═══ PROVIDED RECORDS
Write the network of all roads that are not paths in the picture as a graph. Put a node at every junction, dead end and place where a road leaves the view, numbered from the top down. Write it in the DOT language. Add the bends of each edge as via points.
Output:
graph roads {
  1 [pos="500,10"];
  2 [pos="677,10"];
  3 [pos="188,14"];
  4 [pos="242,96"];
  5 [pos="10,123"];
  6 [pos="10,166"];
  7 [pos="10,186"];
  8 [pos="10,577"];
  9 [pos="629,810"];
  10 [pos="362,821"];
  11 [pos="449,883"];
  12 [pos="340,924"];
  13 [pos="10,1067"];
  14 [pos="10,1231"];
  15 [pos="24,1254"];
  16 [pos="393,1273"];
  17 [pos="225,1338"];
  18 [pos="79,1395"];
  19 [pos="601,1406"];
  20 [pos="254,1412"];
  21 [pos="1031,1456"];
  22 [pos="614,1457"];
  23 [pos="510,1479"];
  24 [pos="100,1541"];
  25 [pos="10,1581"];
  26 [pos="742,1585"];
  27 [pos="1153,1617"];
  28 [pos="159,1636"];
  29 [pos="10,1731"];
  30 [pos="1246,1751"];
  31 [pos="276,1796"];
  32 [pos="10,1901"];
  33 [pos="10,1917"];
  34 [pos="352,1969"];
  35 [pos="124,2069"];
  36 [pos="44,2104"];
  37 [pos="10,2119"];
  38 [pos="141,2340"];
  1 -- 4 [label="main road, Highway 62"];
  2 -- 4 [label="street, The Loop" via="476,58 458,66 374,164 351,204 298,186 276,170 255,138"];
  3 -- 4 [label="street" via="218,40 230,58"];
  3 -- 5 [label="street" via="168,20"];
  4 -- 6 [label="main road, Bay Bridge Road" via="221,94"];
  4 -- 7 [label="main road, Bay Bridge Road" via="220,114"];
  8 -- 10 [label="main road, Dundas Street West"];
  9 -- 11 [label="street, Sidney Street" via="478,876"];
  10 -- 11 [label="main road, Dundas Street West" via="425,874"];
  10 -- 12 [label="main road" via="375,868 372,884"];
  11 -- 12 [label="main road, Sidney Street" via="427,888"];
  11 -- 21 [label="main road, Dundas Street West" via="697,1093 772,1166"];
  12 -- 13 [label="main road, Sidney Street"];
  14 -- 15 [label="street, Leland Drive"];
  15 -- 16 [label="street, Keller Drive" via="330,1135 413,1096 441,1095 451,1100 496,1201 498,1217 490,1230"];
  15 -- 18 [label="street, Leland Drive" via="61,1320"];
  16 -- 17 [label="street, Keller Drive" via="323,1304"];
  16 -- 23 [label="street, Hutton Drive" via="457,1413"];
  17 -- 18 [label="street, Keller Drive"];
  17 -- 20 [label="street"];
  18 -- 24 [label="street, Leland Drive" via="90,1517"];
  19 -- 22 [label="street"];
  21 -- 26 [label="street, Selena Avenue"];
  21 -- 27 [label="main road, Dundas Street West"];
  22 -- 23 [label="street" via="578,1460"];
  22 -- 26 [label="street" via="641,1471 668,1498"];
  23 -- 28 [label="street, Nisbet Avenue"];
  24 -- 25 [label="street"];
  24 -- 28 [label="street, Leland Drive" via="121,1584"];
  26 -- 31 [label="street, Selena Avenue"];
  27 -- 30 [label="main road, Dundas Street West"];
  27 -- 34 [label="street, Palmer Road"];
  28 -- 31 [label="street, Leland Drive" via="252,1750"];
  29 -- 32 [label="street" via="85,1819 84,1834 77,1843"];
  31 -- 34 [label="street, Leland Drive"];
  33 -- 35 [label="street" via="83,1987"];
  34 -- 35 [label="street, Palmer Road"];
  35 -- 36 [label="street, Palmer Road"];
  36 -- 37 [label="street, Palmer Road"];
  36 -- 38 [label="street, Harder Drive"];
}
══════
AIM OF THE TASK: Copy the whole listing down exactly.

SOLUTION FOR THIS TASK:
Write the network of all roads that are not paths in the picture as a graph. Put a node at every junction, dead end and place where a road leaves the view, numbered from the top down. Write it in the DOT language. Add the bends of each edge as via points.
Output:
graph roads {
  1 [pos="500,10"];
  2 [pos="677,10"];
  3 [pos="188,14"];
  4 [pos="242,96"];
  5 [pos="10,123"];
  6 [pos="10,166"];
  7 [pos="10,186"];
  8 [pos="10,577"];
  9 [pos="629,810"];
  10 [pos="362,821"];
  11 [pos="449,883"];
  12 [pos="340,924"];
  13 [pos="10,1067"];
  14 [pos="10,1231"];
  15 [pos="24,1254"];
  16 [pos="393,1273"];
  17 [pos="225,1338"];
  18 [pos="79,1395"];
  19 [pos="601,1406"];
  20 [pos="254,1412"];
  21 [pos="1031,1456"];
  22 [pos="614,1457"];
  23 [pos="510,1479"];
  24 [pos="100,1541"];
  25 [pos="10,1581"];
  26 [pos="742,1585"];
  27 [pos="1153,1617"];
  28 [pos="159,1636"];
  29 [pos="10,1731"];
  30 [pos="1246,1751"];
  31 [pos="276,1796"];
  32 [pos="10,1901"];
  33 [pos="10,1917"];
  34 [pos="352,1969"];
  35 [pos="124,2069"];
  36 [pos="44,2104"];
  37 [pos="10,2119"];
  38 [pos="141,2340"];
  1 -- 4 [label="main road, Highway 62"];
  2 -- 4 [label="street, The Loop" via="476,58 458,66 374,164 351,204 298,186 276,170 255,138"];
  3 -- 4 [label="street" via="218,40 230,58"];
  3 -- 5 [label="street" via="168,20"];
  4 -- 6 [label="main road, Bay Bridge Road" via="221,94"];
  4 -- 7 [label="main road, Bay Bridge Road" via="220,114"];
  8 -- 10 [label="main road, Dundas Street West"];
  9 -- 11 [label="street, Sidney Street" via="478,876"];
  10 -- 11 [label="main road, Dundas Street West" via="425,874"];
  10 -- 12 [label="main road" via="375,868 372,884"];
  11 -- 12 [label="main road, Sidney Street" via="427,888"];
  11 -- 21 [label="main road, Dundas Street West" via="697,1093 772,1166"];
  12 -- 13 [label="main road, Sidney Street"];
  14 -- 15 [label="street, Leland Drive"];
  15 -- 16 [label="street, Keller Drive" via="330,1135 413,1096 441,1095 451,1100 496,1201 498,1217 490,1230"];
  15 -- 18 [label="street, Leland Drive" via="61,1320"];
  16 -- 17 [label="street, Keller Drive" via="323,1304"];
  16 -- 23 [label="street, Hutton Drive" via="457,1413"];
  17 -- 18 [label="street, Keller Drive"];
  17 -- 20 [label="street"];
  18 -- 24 [label="street, Leland Drive" via="90,1517"];
  19 -- 22 [label="street"];
  21 -- 26 [label="street, Selena Avenue"];
  21 -- 27 [label="main road, Dundas Street West"];
  22 -- 23 [label="street" via="578,1460"];
  22 -- 26 [label="street" via="641,1471 668,1498"];
  23 -- 28 [label="street, Nisbet Avenue"];
  24 -- 25 [label="street"];
  24 -- 28 [label="street, Leland Drive" via="121,1584"];
  26 -- 31 [label="street, Selena Avenue"];
  27 -- 30 [label="main road, Dundas Street West"];
  27 -- 34 [label="street, Palmer Road"];
  28 -- 31 [label="street, Leland Drive" via="252,1750"];
  29 -- 32 [label="street" via="85,1819 84,1834 77,1843"];
  31 -- 34 [label="street, Leland Drive"];
  33 -- 35 [label="street" via="83,1987"];
  34 -- 35 [label="street, Palmer Road"];
  35 -- 36 [label="street, Palmer Road"];
  36 -- 37 [label="street, Palmer Road"];
  36 -- 38 [label="street, Harder Drive"];
}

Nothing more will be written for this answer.